On a radio broadcast, a baseball fanatic described the path of a home run slammed just inside the left-field post: “Coming off the bat, the ball screamed upwards, passing five stories over the head of the first baseman and still gaining altitude. Then, somewhere over mid-left-field, gravity caught up with the ball, forcing it down faster and faster until it crashed into the cheap seats.” A gripping image, perhaps, but wrong about the physics. Gravity does not suddenly catch hold of the ball. Gravity influences the ball in the same way at all phases of flight, upward and downward. The vertical velocity of the ball is positive while climbing and negative on descent, but that velocity is steadily changing all through the flight: a smooth, almost linear numerical decrease in velocity from the time the ball leaves the bat to when it lands in the bleachers.

At each instant, the ball’s vertical velocity has a numerical value in feet-per-second (L T^-1). That value changes continuously. If $Z(t)$ is the height of the ball at time $t$, and $v_Z(t)$ is the vertical velocity at time $t$, then the slope function \[{\cal D}_t Z(t) \equiv \frac{Z(t+h) - Z(t)}{h}\] tells us the average velocity of the ball over a time interval of $h$.

The “average velocity” is a human construction because $h$ is a human choice. The reality pointed to by Newton is that at each instant in time the ball has a continuously changing velocity. Velocity is the physical reality: an instantaneous quantity. The “average velocity” is merely a concession to the way we measure, recording the height at two different times and computing the difference in height divided by the difference in time.

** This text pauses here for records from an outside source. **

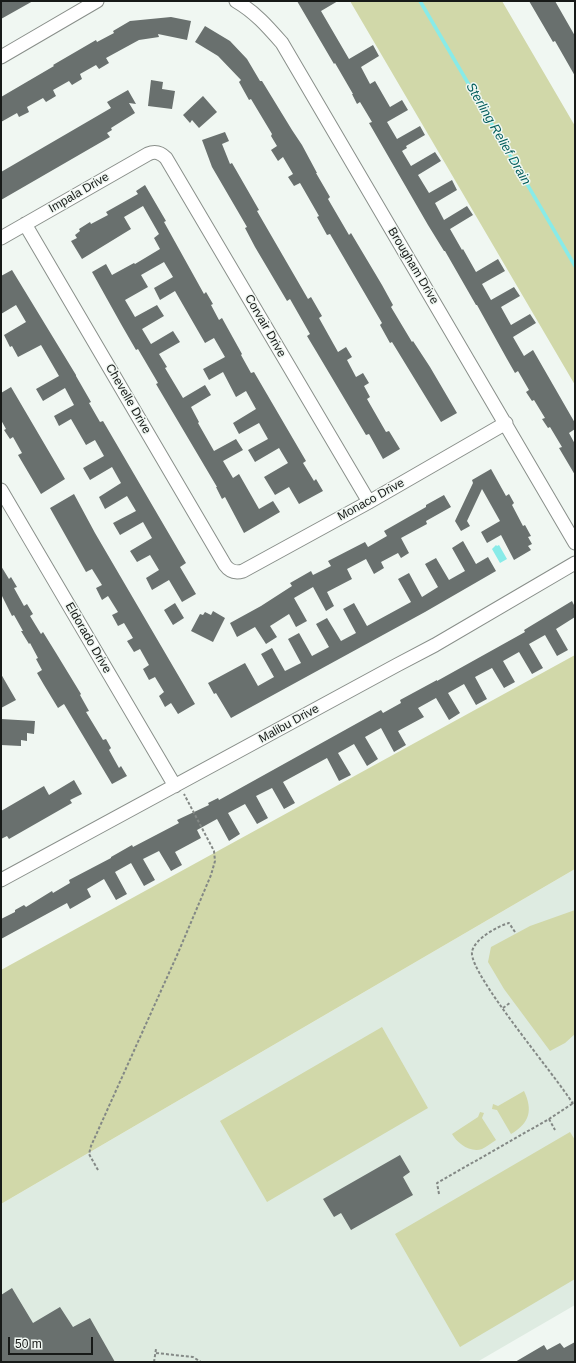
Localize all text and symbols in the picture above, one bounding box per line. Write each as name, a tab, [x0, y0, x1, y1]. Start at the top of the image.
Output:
water label: Sterling Relief Drain	[462, 80, 534, 188]
street label: Impala Drive	[46, 170, 112, 216]
street label: Brougham Drive	[385, 225, 441, 307]
street label: Corvair Drive	[241, 292, 289, 360]
street label: Chevelle Drive	[102, 362, 154, 436]
street label: Monaco Drive	[335, 476, 407, 524]
street label: Eldorado Drive	[62, 600, 114, 676]
street label: Malibu Drive	[256, 702, 322, 746]
scale bar	[10, 1329, 95, 1355]
text: 50 m	[15, 1337, 42, 1351]

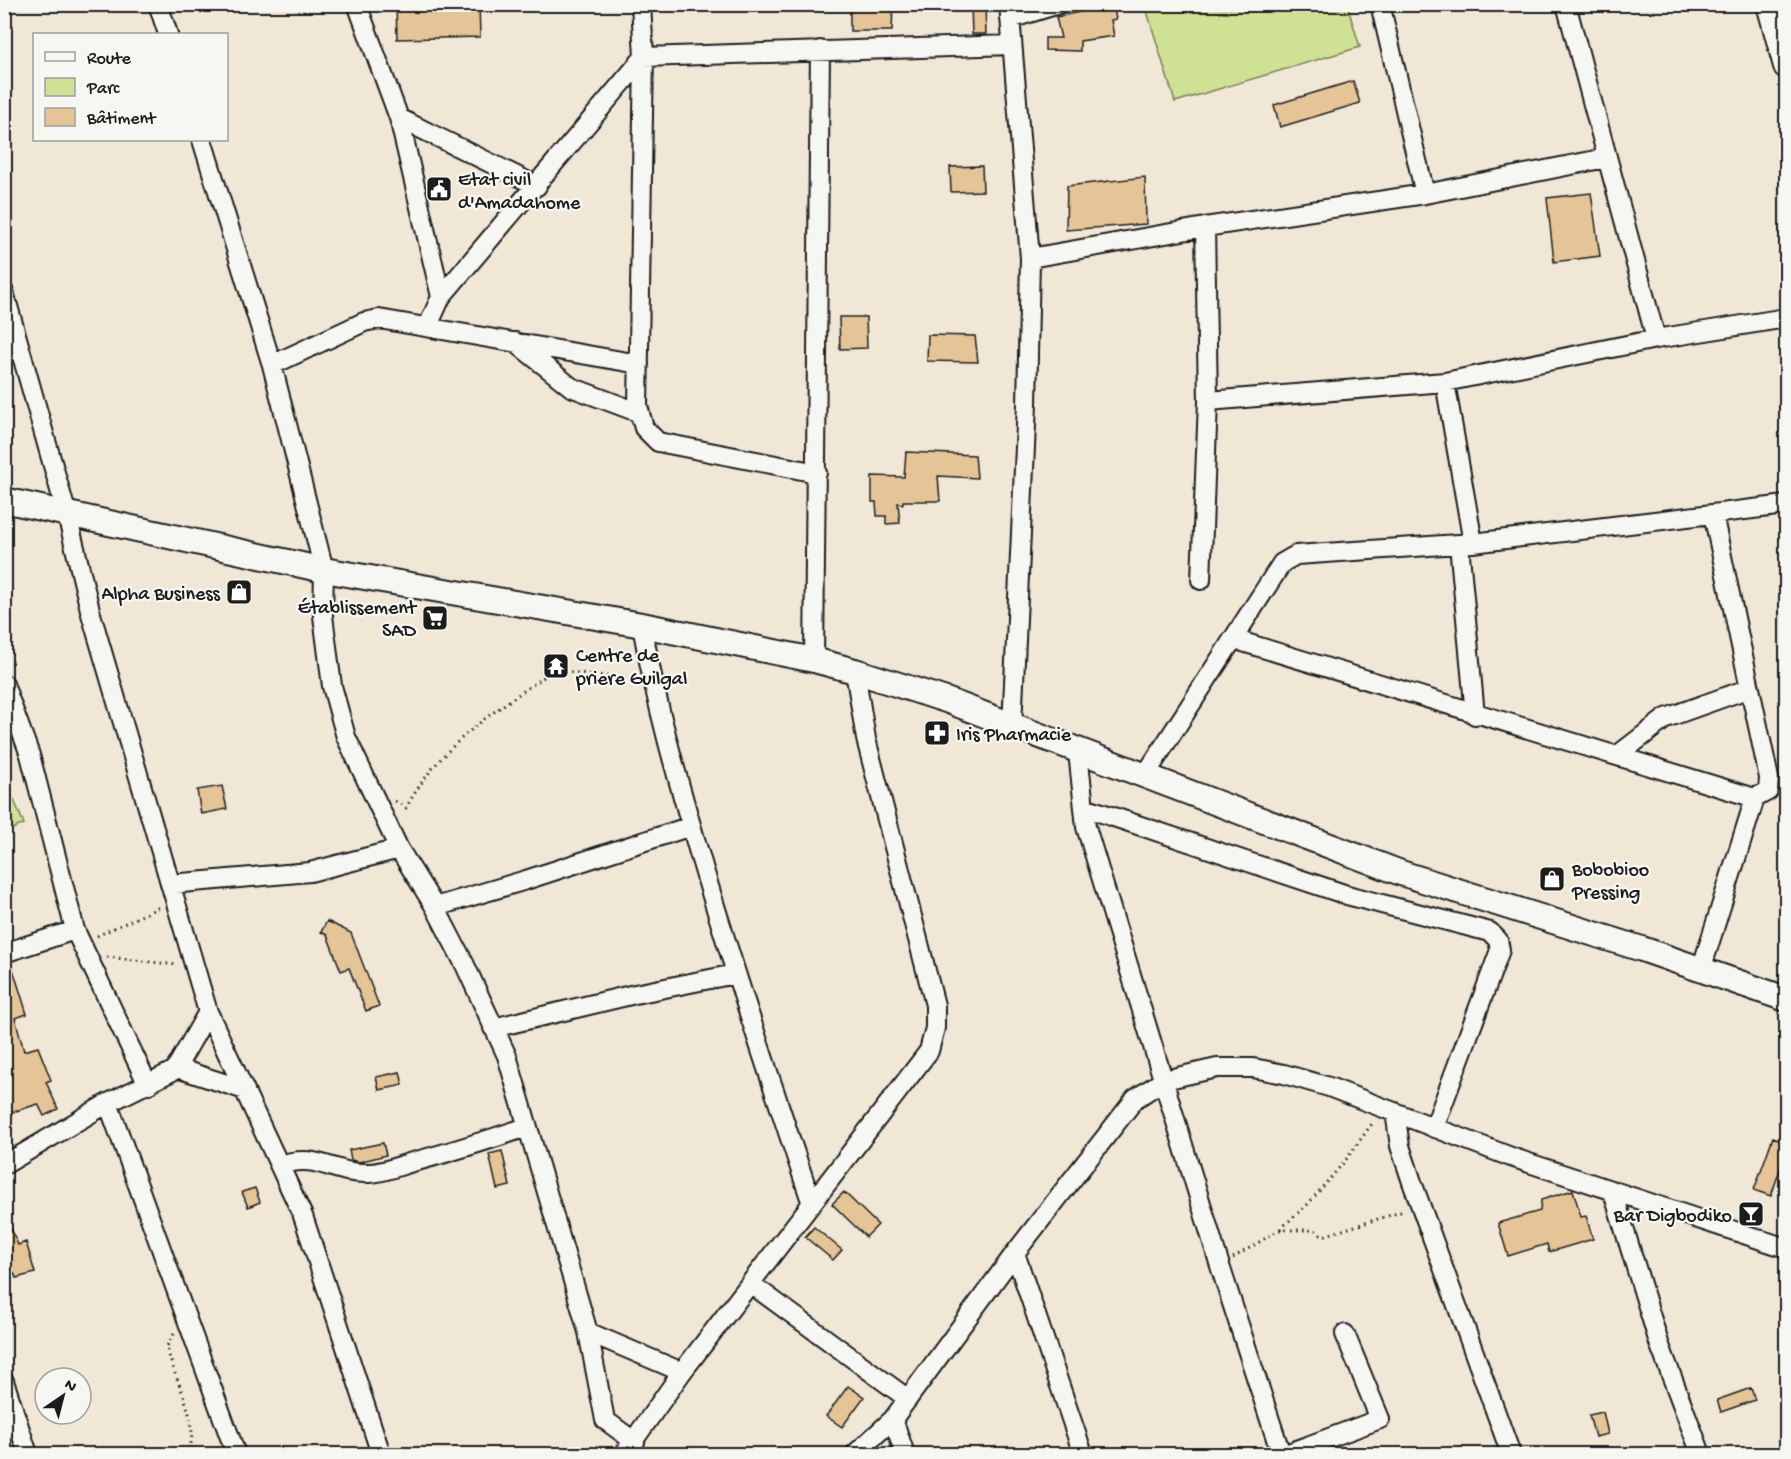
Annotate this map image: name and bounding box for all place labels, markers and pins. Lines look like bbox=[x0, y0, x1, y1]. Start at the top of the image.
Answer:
place label: Etat civil d'Amadahome bbox=[458, 170, 581, 216]
public building icon: Etat civil d'Amadahome bbox=[424, 174, 454, 204]
shop icon: Alpha Business bbox=[224, 577, 254, 607]
place label: Alpha Business bbox=[102, 584, 221, 607]
place label: Établissement SAD bbox=[298, 597, 418, 644]
supermarket icon: Établissement SAD bbox=[420, 603, 450, 633]
place label: Centre de priere Guilgal bbox=[575, 646, 687, 692]
temple icon: Centre de priere Guilgal bbox=[541, 651, 571, 681]
pharmacy icon: Iris Pharmacie bbox=[922, 718, 952, 748]
place label: Iris Pharmacie bbox=[956, 725, 1072, 748]
place label: Bobobioo Pressing bbox=[1571, 860, 1649, 906]
shop icon: Bobobioo Pressing bbox=[1537, 864, 1567, 894]
bar icon: Bar Digbodiko bbox=[1736, 1199, 1766, 1229]
place label: Bar Digbodiko bbox=[1613, 1206, 1732, 1229]

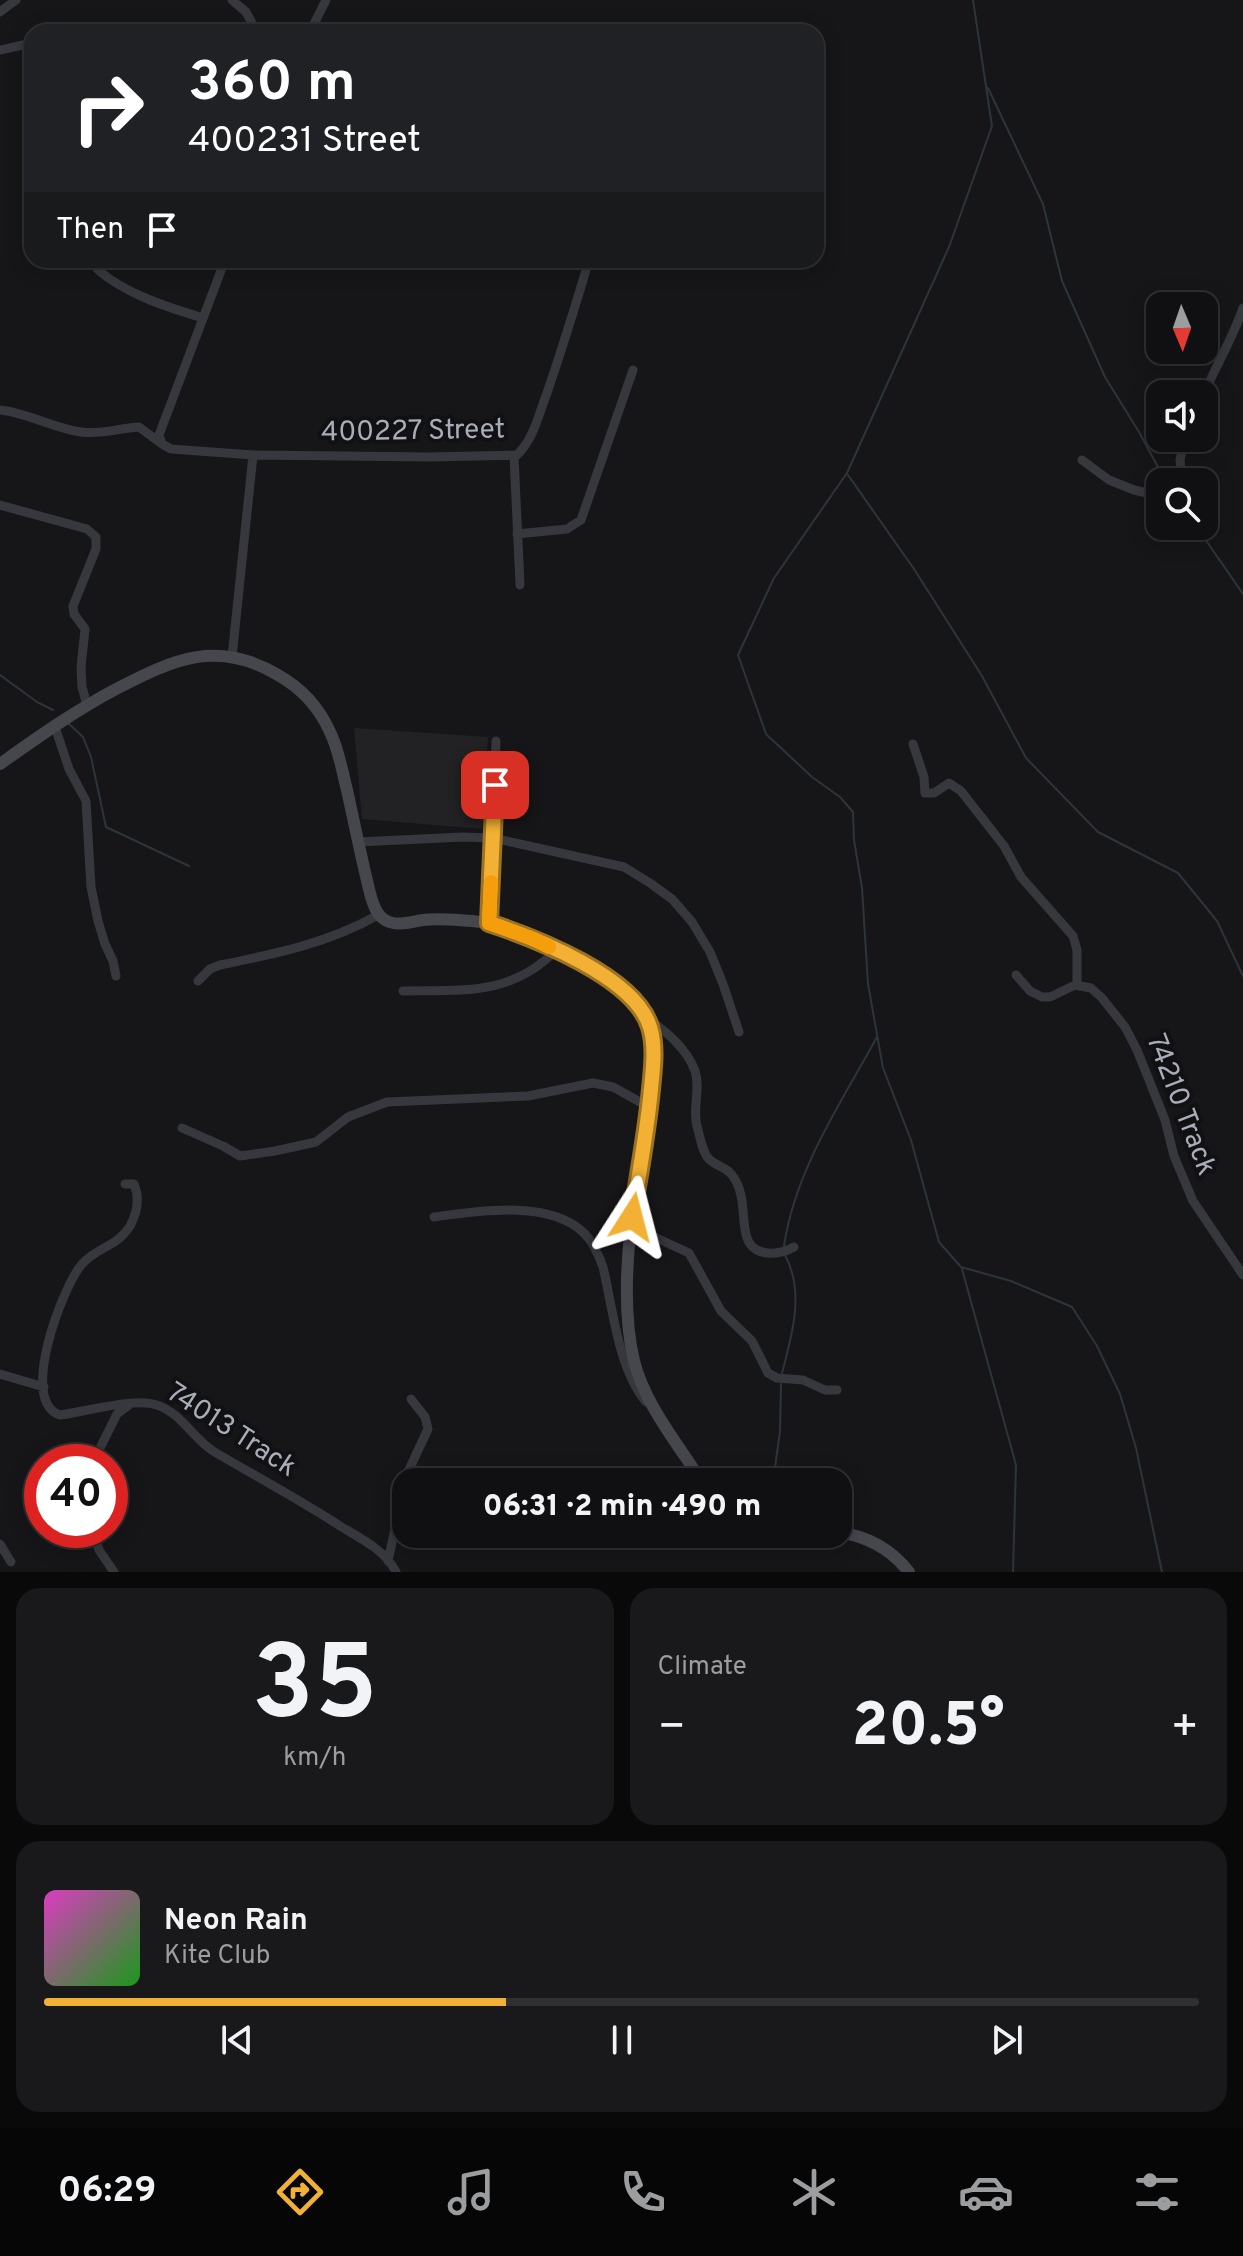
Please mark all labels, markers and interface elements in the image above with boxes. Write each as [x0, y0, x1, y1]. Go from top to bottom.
text: 360 m [188, 50, 356, 120]
icon: right [56, 56, 160, 160]
text: 400231 Street [188, 119, 421, 165]
icon: arrive [140, 208, 184, 252]
text: Then [56, 212, 124, 249]
north arrow [1146, 292, 1218, 364]
map controls [1146, 292, 1218, 540]
button: sound [1146, 380, 1218, 452]
street label: 400227 Street [321, 412, 505, 452]
button: search [1146, 468, 1218, 540]
pin [461, 751, 529, 819]
icon: arrive [473, 763, 517, 807]
street label: 74210 Track [1137, 1029, 1223, 1181]
position arrow [590, 1175, 674, 1259]
street label: 74013 Track [159, 1376, 303, 1486]
speed limit sign: 40 [24, 1444, 128, 1548]
text: 06:31 · 2 min · 490 m [483, 1489, 761, 1526]
text: 35 [252, 1624, 378, 1756]
text: Climate [658, 1651, 747, 1684]
text: 20.5° [852, 1691, 1005, 1767]
text: − [658, 1701, 686, 1757]
text: + [1171, 1701, 1199, 1757]
text: km/h [283, 1742, 346, 1775]
text: Neon Rain [164, 1903, 308, 1940]
text: Kite Club [164, 1940, 270, 1973]
icon: previous [215, 2018, 259, 2062]
icon: pause [600, 2018, 644, 2062]
icon: next [985, 2018, 1029, 2062]
icon: directions [272, 2164, 328, 2220]
icon: music [443, 2164, 499, 2220]
icon: phone [615, 2164, 671, 2220]
icon: climate [786, 2164, 842, 2220]
icon: car [958, 2164, 1014, 2220]
icon: filters [1129, 2164, 1185, 2220]
text: 06:29 [58, 2169, 156, 2215]

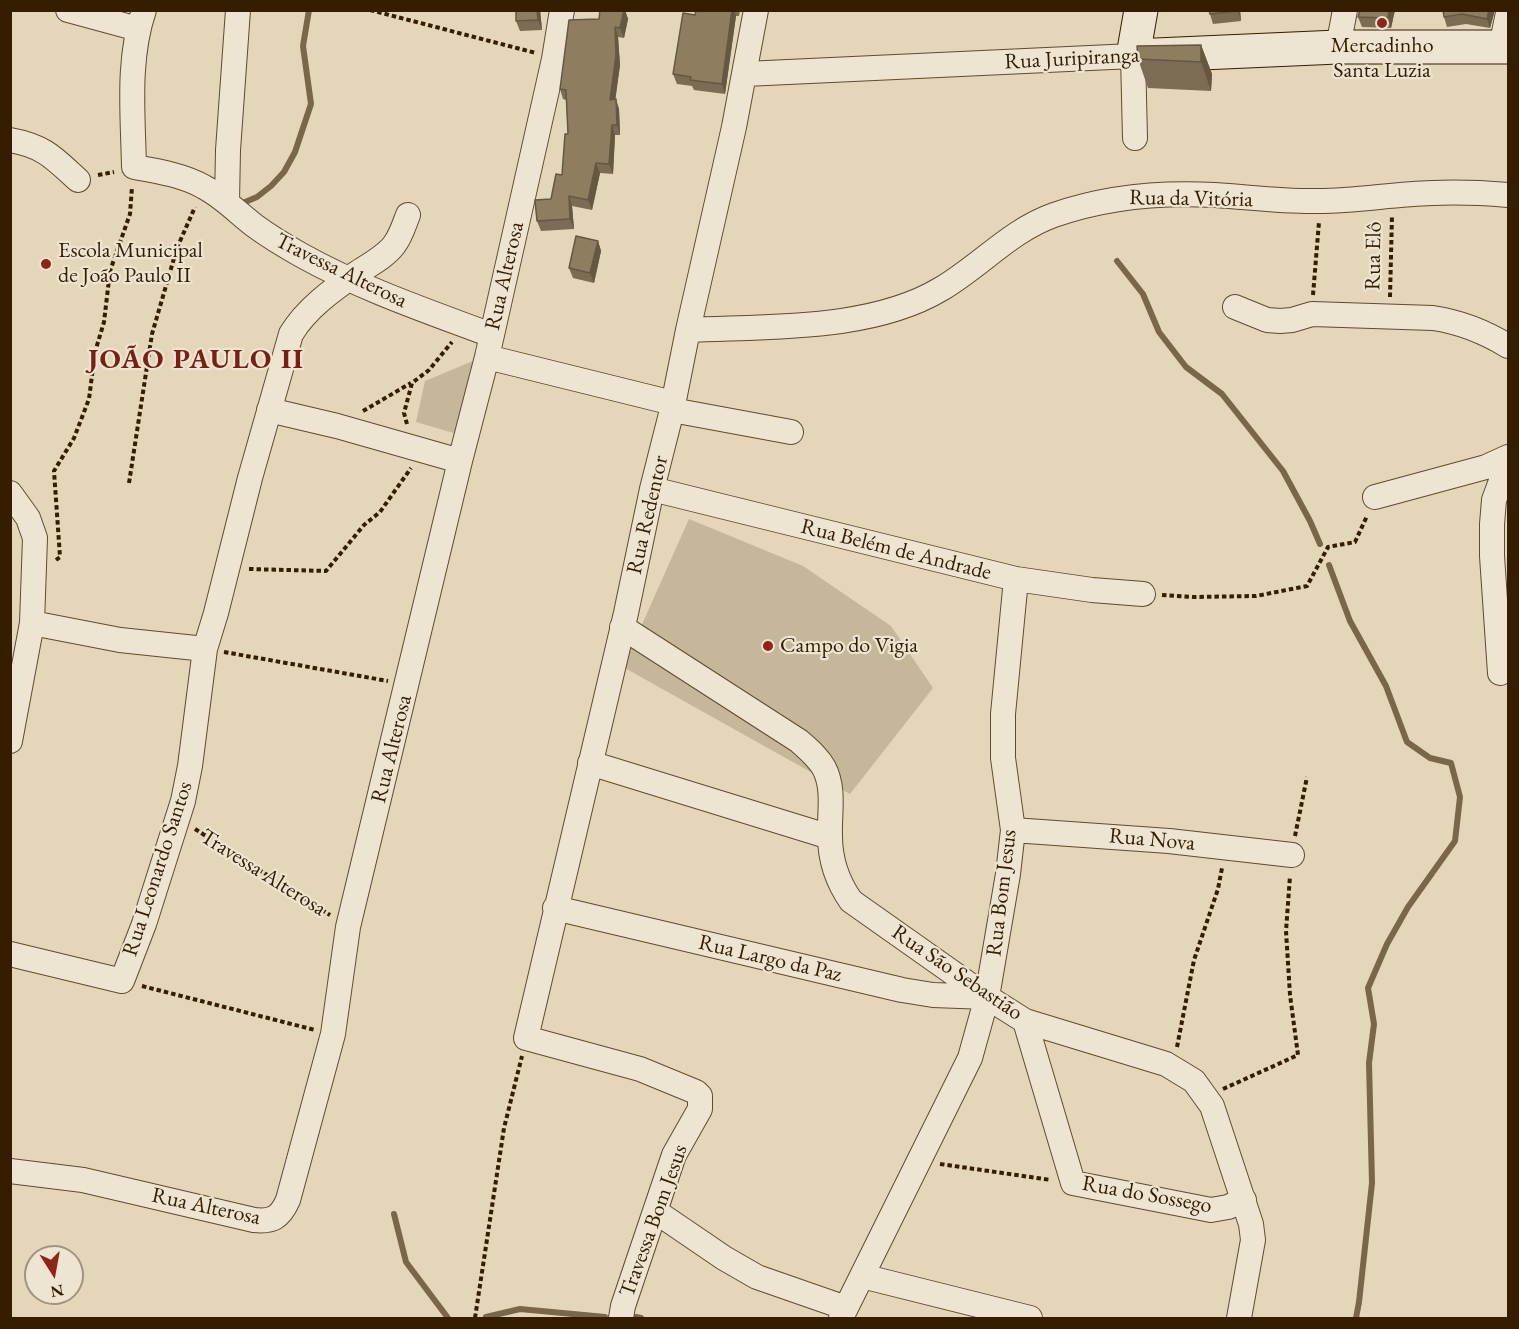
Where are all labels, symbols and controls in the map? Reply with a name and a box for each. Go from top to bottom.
marker: Mercadinho Santa Luzia [1375,16,1389,30]
place label: Mercadinho Santa Luzia [1330,33,1434,84]
street label: Rua Juripiranga [1004,42,1140,76]
street label: Rua da Vitória [1129,185,1253,213]
street label: Rua Alterosa [480,219,530,333]
street label: Rua Elô [1360,221,1388,291]
street label: Travessa Alterosa [271,228,411,314]
place label: Escola Municipal de João Paulo II [58,238,203,290]
marker: Escola Municipal de João Paulo II [39,257,53,271]
district label: JOÃO PAULO II [88,343,304,377]
street label: Rua Redentor [622,453,674,577]
street label: Rua Belém de Andrade [798,514,994,586]
place label: Campo do Vigia [780,633,918,659]
marker: Campo do Vigia [761,639,775,653]
street label: Rua Alterosa [366,692,418,806]
street label: Rua Leonardo Santos [117,778,199,960]
street label: Rua Nova [1108,823,1196,857]
street label: Travessa Alterosa [195,824,331,922]
street label: Rua Bom Jesus [981,828,1023,958]
street label: Rua São Sebastião [886,919,1028,1027]
street label: Rua Largo da Paz [696,930,844,988]
street label: Travessa Bom Jesus [614,1141,694,1301]
street label: Rua do Sossego [1080,1171,1214,1219]
street label: Rua Alterosa [149,1183,263,1231]
north arrow [24,1245,84,1305]
text: N [49,1280,66,1303]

Our average velocity measurement gets closer to the instantaneous velocity when we make the time interval $h$ smaller. But how small?

In the decades after Newton and Leibniz published their work inventing calculus, there was much philosophical concern about $h$. Skeptics pointed out the truth that either $h$ is zero or it is not. If it is zero, then the slope function would be \[{\cal D}_t Z(t) \equiv \frac{Z(t+0) - Z(t)}{0} = \frac{Z(t) - Z(t)}{0} = \frac{0}{0}\ .\] This $0/0$ is not a proper arithmetical quantity. On the other hand, if $h$ is not zero, then the slope function is a human construction involving $h$, not a natural one where $h$ plays no role.

Figure 19.1: The title page of the most famous critique of calculus. The author is George Berkeley.

Newton and Leibniz could not address skeptics except by using suggestive but as yet undefined words. These amount to saying “$h$ vanishes,” or “$h$ is an infinitesimal,” or “$h$ is a nascent quantity.”

Another good image of $h$ becoming as small as possible comes from University of Oxford mathematician Charles Lutwidge Dodgson (1832-1898). In Alice in Wonderland, Dodgson introduced the character of the Cheshire Cat.

Figure 19.2: Vanishing $h$ in the form of the Chesire Cat from *Alice in Wonderland*.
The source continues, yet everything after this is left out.